GIVEN DATA: Begin
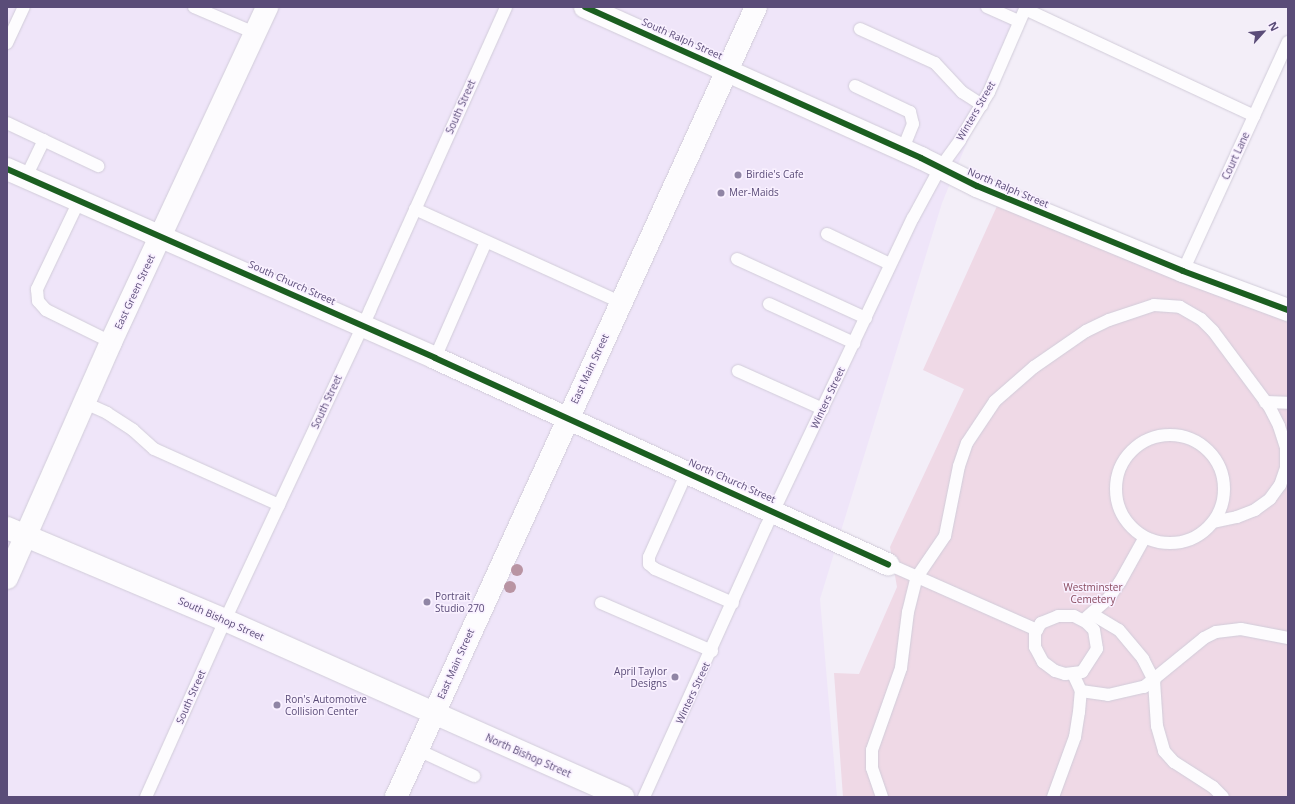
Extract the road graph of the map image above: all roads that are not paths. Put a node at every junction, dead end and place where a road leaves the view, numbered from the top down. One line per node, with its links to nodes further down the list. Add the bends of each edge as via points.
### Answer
1 (24, 7): 13 (lane)
2 (194, 7): 11 (lane)
3 (267, 7): 11 (street, East Green Street)
4 (506, 7): 25 (lane, South Street)
5 (585, 7): 14 (street, South Ralph Street)
6 (756, 7): 14 (street, East Main Street)
7 (987, 7): 9 (lane)
8 (1025, 8): 9 (lane, Winters Street); 17 (lane)
9 (1019, 21): 16 (lane, Winters Street)
10 (860, 29): 16 (lane, via 935,63 962,92)
11 (255, 33): 27 (street, East Green Street)
12 (1288, 42): 17 (lane, Court Lane)
13 (7, 43)
14 (727, 70): 20 (street, North Ralph Street); 32 (street, East Main Street)
15 (855, 86): 20 (lane, via 910,112 914,124)
16 (982, 105): 22 (lane, Winters Street)
17 (1254, 116): 31 (lane, Court Lane)
18 (7, 123): 19 (lane)
19 (44, 140): 21 (lane); 23 (lane)
20 (903, 149): 22 (street, North Ralph Street)
21 (98, 166)
22 (940, 168): 30 (lane, Winters Street); 31 (street, North Ralph Street, via 977,186)
23 (17, 173): 24 (street, South Church Street)
24 (80, 201): 27 (street, South Church Street); 37 (lane, via 37,289 38,301 46,310)
25 (416, 209): 28 (lane); 36 (lane, South Street)
26 (827, 234): 30 (lane)
27 (161, 236): 36 (street, South Church Street); 37 (street, East Green Street)
28 (486, 242): 32 (lane); 39 (lane)
29 (737, 259): 35 (lane)
30 (890, 264): 35 (lane, Winters Street)
31 (1183, 271): 34 (street, North Ralph Street)
32 (620, 302): 45 (street, East Main Street)
33 (769, 304): 38 (lane)
34 (1288, 310)
35 (866, 318): 38 (lane, Winters Street)
36 (363, 326): 39 (street, South Church Street); 47 (lane, South Street)
37 (112, 342): 42 (street, East Green Street)
38 (854, 343): 44 (lane, Winters Street)
39 (435, 358): 45 (street, South Church Street)
40 (738, 371): 44 (lane)
41 (1265, 402): 43 (lane); 49 (lane, via 1280,426 1286,448 1286,468 1280,485 1270,499 1255,510); 54 (lane, via 1213,332 1190,311 1180,307 1154,305 1109,320 1086,331 1034,367 995,401 980,421 967,443 959,466 945,536)
42 (85, 403): 47 (lane, via 107,413 133,430 154,449); 50 (street, East Green Street)
43 (1288, 403)
44 (823, 409): 48 (lane, Winters Street)
45 (567, 418): 46 (street, North Church Street); 65 (street, East Main Street)
46 (687, 472): 48 (street, North Church Street); 56 (lane, via 649,557 649,564 654,570)
47 (279, 505): 58 (lane, South Street)
48 (775, 511): 52 (street, North Church Street); 56 (lane, Winters Street)
49 (1214, 522): 51 (lane, via 1200,535 1178,543 1161,543); 51 (lane, via 1224,499 1224,483 1216,460 1200,443 1184,436 1169,434 1151,438 1134,448 1122,462 1116,483 1116,498 1121,513 1134,530)
50 (16, 532): 53 (street, East Green Street); 58 (street, South Bishop Street)
51 (1145, 537): 57 (lane, via 1120,582)
52 (888, 564): 54 (lane)
53 (9, 570)
54 (917, 577): 59 (lane); 72 (lane, via 908,612 901,668 872,750 872,768)
55 (601, 603): 61 (lane)
56 (733, 603): 61 (lane, Winters Street)
57 (1088, 617): 59 (lane, via 1058,616 1041,623); 62 (lane, via 1094,630 1097,649 1082,672); 63 (lane, via 1119,630 1131,642)
58 (225, 620): 65 (street, South Bishop Street); 68 (lane, South Street)
59 (1037, 630): 62 (lane, via 1036,647 1043,662 1055,671)
60 (1288, 638): 63 (lane, via 1241,629 1216,632 1204,638)
61 (712, 651): 71 (lane, Winters Street)
62 (1073, 674): 64 (lane)
63 (1154, 681): 64 (lane, via 1128,692 1108,695); 74 (lane, via 1158,726 1164,751 1174,762 1213,787)
64 (1081, 692): 73 (lane, via 1075,737)
65 (434, 714): 66 (street, East Main Street); 70 (street, North Bishop Street)
66 (418, 750): 67 (lane); 69 (street, East Main Street)
67 (474, 776)
68 (146, 797)
69 (396, 797)
70 (623, 797)
71 (644, 797)
72 (882, 797)
73 (1053, 797)
74 (1223, 797)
GIVEN DATA: End
▸ TASK TO CARRY OUT
Set down every entry above again exactly, dropping each picture.

▸ OUTPUT
Extract the road graph of the map image above: all roads that are not paths. Put a node at every junction, dead end and place where a road leaves the view, numbered from the top down. One line per node, with its links to nodes further down the list. Add the bends of each edge as via points.
### Answer
1 (24, 7): 13 (lane)
2 (194, 7): 11 (lane)
3 (267, 7): 11 (street, East Green Street)
4 (506, 7): 25 (lane, South Street)
5 (585, 7): 14 (street, South Ralph Street)
6 (756, 7): 14 (street, East Main Street)
7 (987, 7): 9 (lane)
8 (1025, 8): 9 (lane, Winters Street); 17 (lane)
9 (1019, 21): 16 (lane, Winters Street)
10 (860, 29): 16 (lane, via 935,63 962,92)
11 (255, 33): 27 (street, East Green Street)
12 (1288, 42): 17 (lane, Court Lane)
13 (7, 43)
14 (727, 70): 20 (street, North Ralph Street); 32 (street, East Main Street)
15 (855, 86): 20 (lane, via 910,112 914,124)
16 (982, 105): 22 (lane, Winters Street)
17 (1254, 116): 31 (lane, Court Lane)
18 (7, 123): 19 (lane)
19 (44, 140): 21 (lane); 23 (lane)
20 (903, 149): 22 (street, North Ralph Street)
21 (98, 166)
22 (940, 168): 30 (lane, Winters Street); 31 (street, North Ralph Street, via 977,186)
23 (17, 173): 24 (street, South Church Street)
24 (80, 201): 27 (street, South Church Street); 37 (lane, via 37,289 38,301 46,310)
25 (416, 209): 28 (lane); 36 (lane, South Street)
26 (827, 234): 30 (lane)
27 (161, 236): 36 (street, South Church Street); 37 (street, East Green Street)
28 (486, 242): 32 (lane); 39 (lane)
29 (737, 259): 35 (lane)
30 (890, 264): 35 (lane, Winters Street)
31 (1183, 271): 34 (street, North Ralph Street)
32 (620, 302): 45 (street, East Main Street)
33 (769, 304): 38 (lane)
34 (1288, 310)
35 (866, 318): 38 (lane, Winters Street)
36 (363, 326): 39 (street, South Church Street); 47 (lane, South Street)
37 (112, 342): 42 (street, East Green Street)
38 (854, 343): 44 (lane, Winters Street)
39 (435, 358): 45 (street, South Church Street)
40 (738, 371): 44 (lane)
41 (1265, 402): 43 (lane); 49 (lane, via 1280,426 1286,448 1286,468 1280,485 1270,499 1255,510); 54 (lane, via 1213,332 1190,311 1180,307 1154,305 1109,320 1086,331 1034,367 995,401 980,421 967,443 959,466 945,536)
42 (85, 403): 47 (lane, via 107,413 133,430 154,449); 50 (street, East Green Street)
43 (1288, 403)
44 (823, 409): 48 (lane, Winters Street)
45 (567, 418): 46 (street, North Church Street); 65 (street, East Main Street)
46 (687, 472): 48 (street, North Church Street); 56 (lane, via 649,557 649,564 654,570)
47 (279, 505): 58 (lane, South Street)
48 (775, 511): 52 (street, North Church Street); 56 (lane, Winters Street)
49 (1214, 522): 51 (lane, via 1200,535 1178,543 1161,543); 51 (lane, via 1224,499 1224,483 1216,460 1200,443 1184,436 1169,434 1151,438 1134,448 1122,462 1116,483 1116,498 1121,513 1134,530)
50 (16, 532): 53 (street, East Green Street); 58 (street, South Bishop Street)
51 (1145, 537): 57 (lane, via 1120,582)
52 (888, 564): 54 (lane)
53 (9, 570)
54 (917, 577): 59 (lane); 72 (lane, via 908,612 901,668 872,750 872,768)
55 (601, 603): 61 (lane)
56 (733, 603): 61 (lane, Winters Street)
57 (1088, 617): 59 (lane, via 1058,616 1041,623); 62 (lane, via 1094,630 1097,649 1082,672); 63 (lane, via 1119,630 1131,642)
58 (225, 620): 65 (street, South Bishop Street); 68 (lane, South Street)
59 (1037, 630): 62 (lane, via 1036,647 1043,662 1055,671)
60 (1288, 638): 63 (lane, via 1241,629 1216,632 1204,638)
61 (712, 651): 71 (lane, Winters Street)
62 (1073, 674): 64 (lane)
63 (1154, 681): 64 (lane, via 1128,692 1108,695); 74 (lane, via 1158,726 1164,751 1174,762 1213,787)
64 (1081, 692): 73 (lane, via 1075,737)
65 (434, 714): 66 (street, East Main Street); 70 (street, North Bishop Street)
66 (418, 750): 67 (lane); 69 (street, East Main Street)
67 (474, 776)
68 (146, 797)
69 (396, 797)
70 (623, 797)
71 (644, 797)
72 (882, 797)
73 (1053, 797)
74 (1223, 797)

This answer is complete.